率直に言って、出会ってすぐに離れ離れになってしまった相手に対する幻想を長期間抱き続けることはそれほど難しいことではありません。ジェシーセリーヌが現実生活に不満を抱きつつ美しい思い出を心に持ち続けていたとしても、そのことには特段価値はないと思います。

「サンセット」では、再会したジェシーセリーヌが再び燃え上がる過程がじっくり描かれており、「サンライズ」と同じく映像も美しく会話も面白いのですが、映画全体としては結局二人が幻想の続きをたどっているにすぎません。

それであまり期待せずに「ビフォア・ミッドナイト」を見たのですが、これは私にとっては、予想を裏切ってかなり見ごたえのある内容でした。

「ミッドナイト」は、「サンセット」の後アメリカに帰らずパリで一緒に暮らし始めたジェシーセリーヌのその後のストーリーです。ジェシーは妻と離婚し、セリーヌとの間には双子の娘も生まれ、前妻との間の息子は時々父の住むヨーロッパに遊びに来るという状況。バカンスのため家族でギリシャを訪れていた際に、ジェシーは息子が住むシカゴへの移住をセリーヌに持ち掛けますが、それがセリーヌの逆鱗に触れ、そこから始まる怒涛のような二人の夫婦喧嘩がこの映画のメインの内容となっています。
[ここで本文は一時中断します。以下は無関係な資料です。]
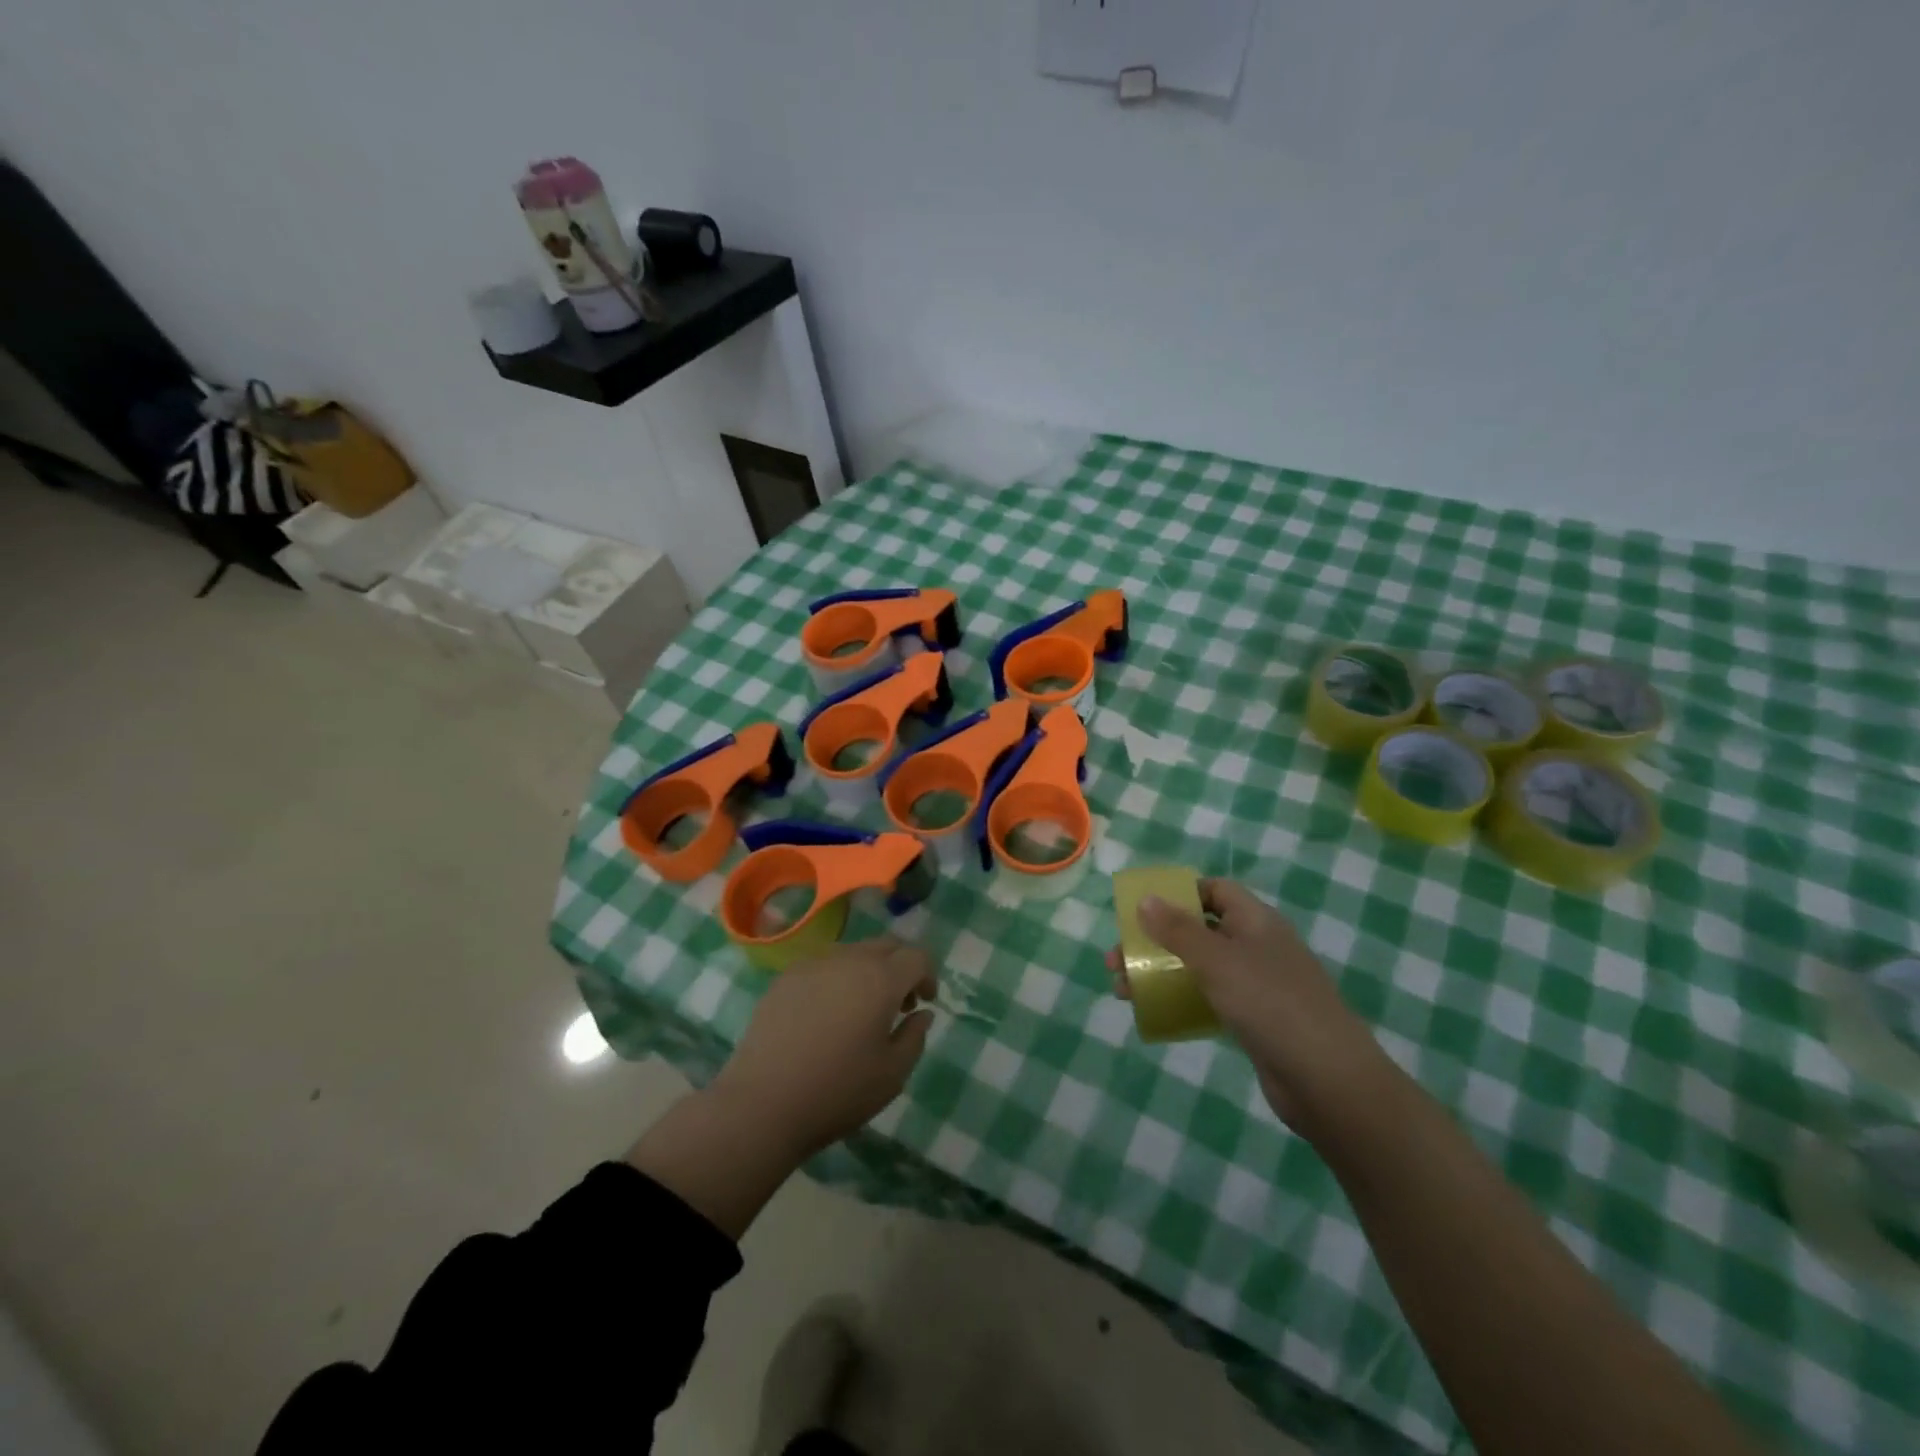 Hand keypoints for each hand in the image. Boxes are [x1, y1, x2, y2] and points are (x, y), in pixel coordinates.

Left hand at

セリーヌの言葉は、女性からすると大いに共感できる部分も一部あるのですが、大部分はいまだ男性優位社会への日頃の不満からジェシーを傷つけるためだけに発せられる罵りであり、これを聞き続けるのは女性の私としてもかなりしんどいです。またジェシーの言葉の端々に、普段は表に出てこないマッチョな感覚が見え隠れするのも、気に障ります。挙句の果てには、お互いの浮気やセックスへの不満まであげつらって、相手を最も傷つける言葉を入念に選んでズタズタに切り裂きあうに至り、「サンライズ」「サンセット」の時の美しさは跡形もありません。

サンライズ」「サンセット」の世界に魅せられた人達の多くは「リンクレイター監督は、なぜこんな醜い現実を突きつけるだけの続編を撮ったのだろう」と不思議に思ったのではないかと思います。

でも私は「リンクレイター監督はむしろこの『ミッドナイト』を撮るために『サンライズ』『サンセット』を撮ったんじゃないだろうか。そうだといいな」と思ったのです。

いくら心惹かれた相手であっても、他人と一緒に生きるということは、自分の思い通りにならない相手にイライラし続け、最も大切にしている自分のコアとなる部分を(たいていは無意識の言動によって)否定され続け、結果的に傷つけあうことです。そうやって傷つけあい戦いながら、自分はそれでも相手と一緒にいたいのかを考え続けることです。戦いを続けてもたいていは相手を変えることはできませんし、結局別れを選ばなければならないことも多いでしょう。

でも、いずれの場合であっても、その戦いは、自分とは違うその相手と一緒にいたいという思いから始まるものです。そして私は、最初の恋の瞬間よりも、相手と一緒にいつづけるための戦いにこそ価値があると思うのです。

「ミッドナイト」でも、前二作と同様に音楽はなく、エーゲ海に面した小さな町の美しい自然と光と影が音楽の役割を果たしています。

「サンセット」の後、どこかの時点でお互いへの幻想が崩れたジェシーセリーヌは、それでも自分の全てをむき出しにして、一緒にいつづけるための戦いをずっと続けてきたのでしょうし、これからも続けていくのでしょう。

「ミッドナイト」の続編があるかどうかはわかりませんが、もしあったら、二人の幻想と現実のさらにその先を見届けたいと思います。